━━ Data extract

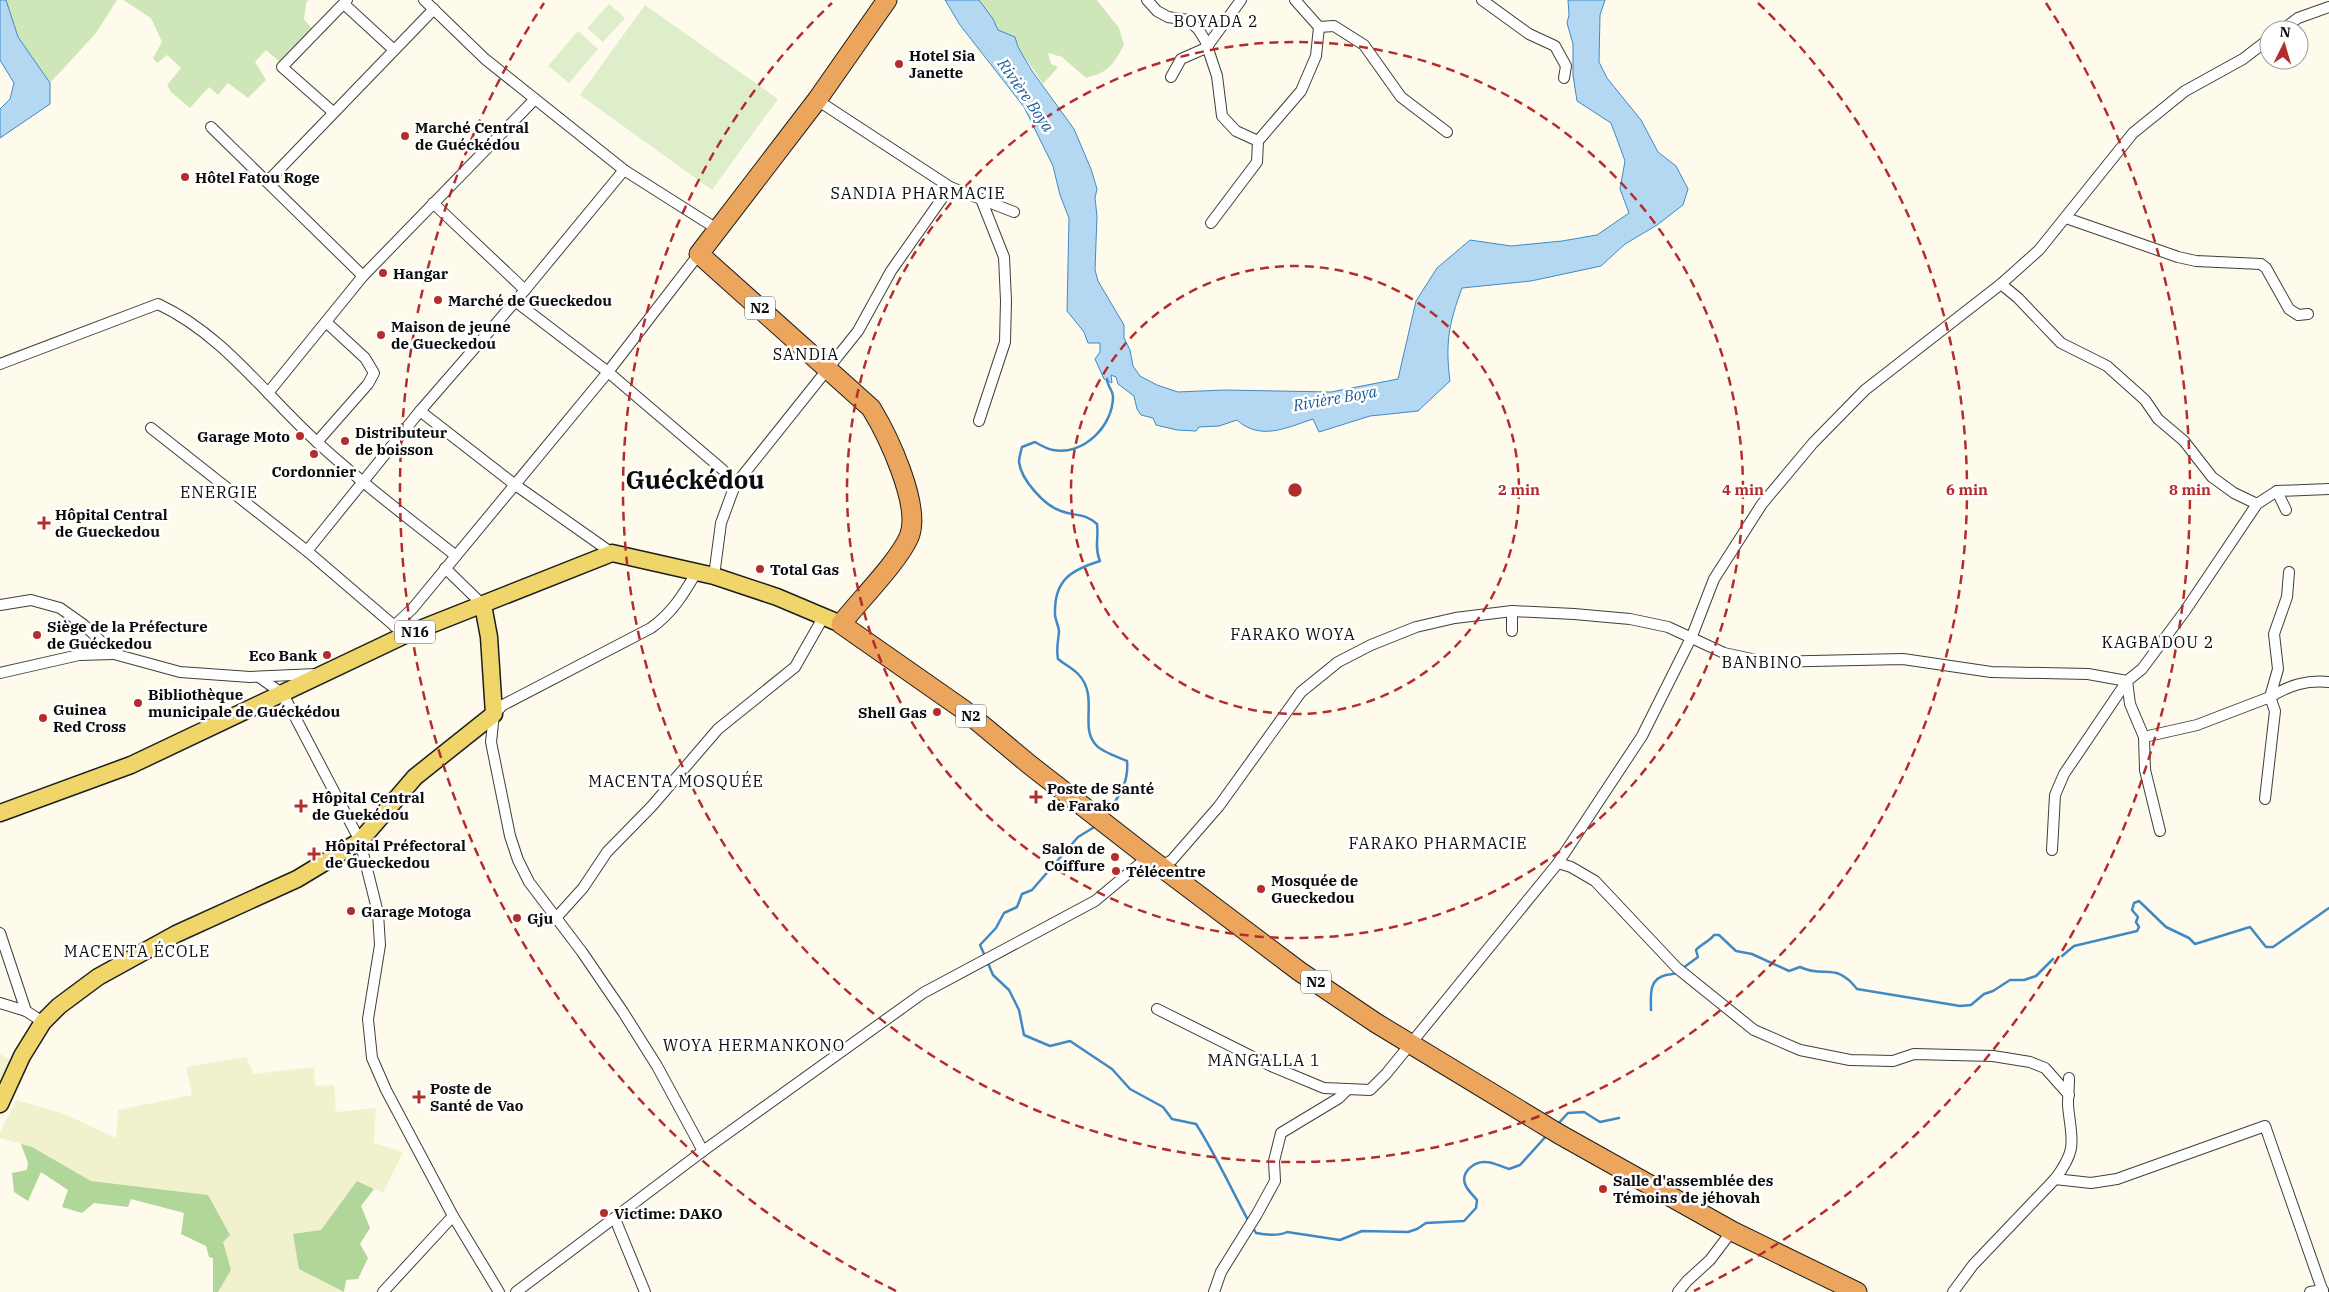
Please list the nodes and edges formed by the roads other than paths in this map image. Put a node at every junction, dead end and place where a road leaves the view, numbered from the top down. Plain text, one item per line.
1 (424, 0) edge
2 (887, 0) edge
3 (1147, 0) edge
4 (1241, 0) edge
5 (1295, 0) edge
6 (1482, 0) edge
7 (345, 2) edge
8 (2329, 7) edge
9 (434, 9) junction
10 (2295, 20) edge
11 (1319, 26) junction
12 (2259, 47) edge
13 (1206, 48) junction
14 (394, 50) junction
15 (1171, 77) dead end
16 (1564, 78) dead end
17 (534, 99) junction
18 (817, 100) junction
19 (333, 112) junction
20 (211, 127) dead end
21 (1447, 132) dead end
22 (1258, 141) junction
23 (624, 170) junction
24 (267, 182) junction
25 (950, 187) junction
26 (981, 199) junction
27 (433, 203) junction
28 (1014, 212) dead end
29 (2066, 218) junction
30 (1211, 222) dead end
31 (717, 229) junction
32 (699, 254) junction
33 (363, 276) junction
34 (2001, 284) junction
35 (525, 290) junction
36 (515, 301) junction
37 (2308, 314) dead end
38 (326, 322) junction
39 (0, 364) edge
40 (828, 368) junction
41 (608, 372) junction
42 (268, 393) junction
43 (420, 411) junction
44 (979, 421) dead end
45 (152, 428) dead end
46 (317, 442) junction
47 (364, 482) junction
48 (514, 484) junction
49 (734, 485) junction
50 (2329, 489) edge
51 (2277, 491) junction
52 (2257, 504) junction
53 (2286, 510) dead end
54 (307, 551) junction
55 (612, 553) junction
56 (456, 556) junction
57 (445, 568) junction
58 (2289, 572) dead end
59 (696, 573) junction
60 (714, 576) junction
61 (0, 605) edge
62 (484, 605) junction
63 (1512, 611) junction
64 (832, 620) junction
65 (400, 631) junction
66 (1512, 631) dead end
67 (1692, 636) junction
68 (114, 654) junction
69 (0, 673) edge
70 (325, 674) junction
71 (258, 677) junction
72 (2127, 681) junction
73 (2329, 682) edge
74 (283, 694) junction
75 (2270, 697) junction
76 (494, 714) junction
77 (2144, 737) junction
78 (2265, 799) dead end
79 (0, 813) edge
80 (2160, 832) dead end
81 (360, 842) junction
82 (2052, 850) dead end
83 (1155, 861) junction
84 (1558, 863) junction
85 (555, 919) junction
86 (0, 933) edge
87 (0, 1003) edge
88 (1157, 1009) dead end
89 (26, 1011) junction
90 (43, 1022) junction
91 (1410, 1043) junction
92 (2069, 1078) dead end
93 (1347, 1090) junction
94 (2069, 1095) junction
95 (0, 1104) edge
96 (703, 1151) junction
97 (2055, 1179) junction
98 (452, 1216) junction
99 (615, 1219) junction
100 (1732, 1231) junction
101 (2323, 1291) edge
102 (383, 1292) edge
103 (499, 1292) edge
104 (516, 1292) edge
105 (645, 1292) edge
106 (1214, 1292) edge
107 (1678, 1292) edge
108 (1857, 1292) edge
109 (1953, 1292) edge
110 (2310, 1292) edge

1 - 9 street
2 - 18 highway
3 - 13 street
4 - 13 street
5 - 11 street
6 - 16 street
7 - 14 street
7 - 19 street
8 - 10 street
9 - 14 street
9 - 17 street
11 - 21 street
11 - 22 street
12 - 29 street
13 - 15 street
13 - 22 street
14 - 19 street
17 - 23 street
17 - 27 street
18 - 25 street
18 - 31 highway
19 - 24 street
20 - 24 street
22 - 30 street
23 - 31 street
23 - 35 street
24 - 33 street
25 - 26 street
25 - 40 street
26 - 28 street
26 - 44 street
27 - 33 street
27 - 35 street
29 - 34 street
29 - 37 street
31 - 32 highway
32 - 40 highway, N2
32 - 41 street
33 - 38 street
34 - 52 street
34 - 67 street
35 - 36 street
36 - 41 street
36 - 43 street
38 - 42 street
38 - 46 street
39 - 42 street
40 - 49 street
40 - 64 highway, N2
41 - 48 street
41 - 49 street
42 - 46 street
43 - 47 street
43 - 48 street
45 - 54 street
46 - 47 street
47 - 54 street
47 - 56 street
48 - 55 street
48 - 56 street
49 - 60 street
50 - 51 street
51 - 52 street
51 - 53 street
52 - 72 street
54 - 65 street
55 - 59 main road
55 - 62 main road, N16
56 - 57 street
57 - 62 street
57 - 65 street
58 - 75 street
59 - 60 main road
59 - 76 street
60 - 64 main road
61 - 68 street
62 - 65 main road, N16
62 - 76 main road
63 - 66 street
63 - 67 street
63 - 83 street
64 - 83 highway, N2
64 - 85 street
65 - 70 main road, N16
67 - 72 street
67 - 84 street
68 - 69 street
68 - 71 street
70 - 71 street
70 - 74 main road, N16
71 - 74 street
72 - 77 street
72 - 82 street
73 - 75 street
74 - 79 main road, N16
74 - 81 street
75 - 77 street
75 - 78 street
76 - 81 main road
76 - 85 street
77 - 80 street
81 - 90 main road
81 - 98 street
83 - 91 highway, N2
83 - 96 street
84 - 91 street
84 - 94 street
85 - 96 street
86 - 89 street
87 - 89 street
88 - 93 street
89 - 90 street
90 - 95 main road
91 - 93 street
91 - 100 highway, N2
92 - 94 street
93 - 106 street
94 - 97 street
96 - 99 street
97 - 101 street
97 - 109 street
98 - 102 street
98 - 103 street
99 - 104 street
99 - 105 street
100 - 107 street
100 - 108 highway, N2
101 - 110 street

━━━━

> What the task asks
Filter the lines above, keeping and copying those that contain "main".

> Result of the task
55 - 59 main road
55 - 62 main road, N16
59 - 60 main road
60 - 64 main road
62 - 65 main road, N16
62 - 76 main road
65 - 70 main road, N16
70 - 74 main road, N16
74 - 79 main road, N16
76 - 81 main road
81 - 90 main road
90 - 95 main road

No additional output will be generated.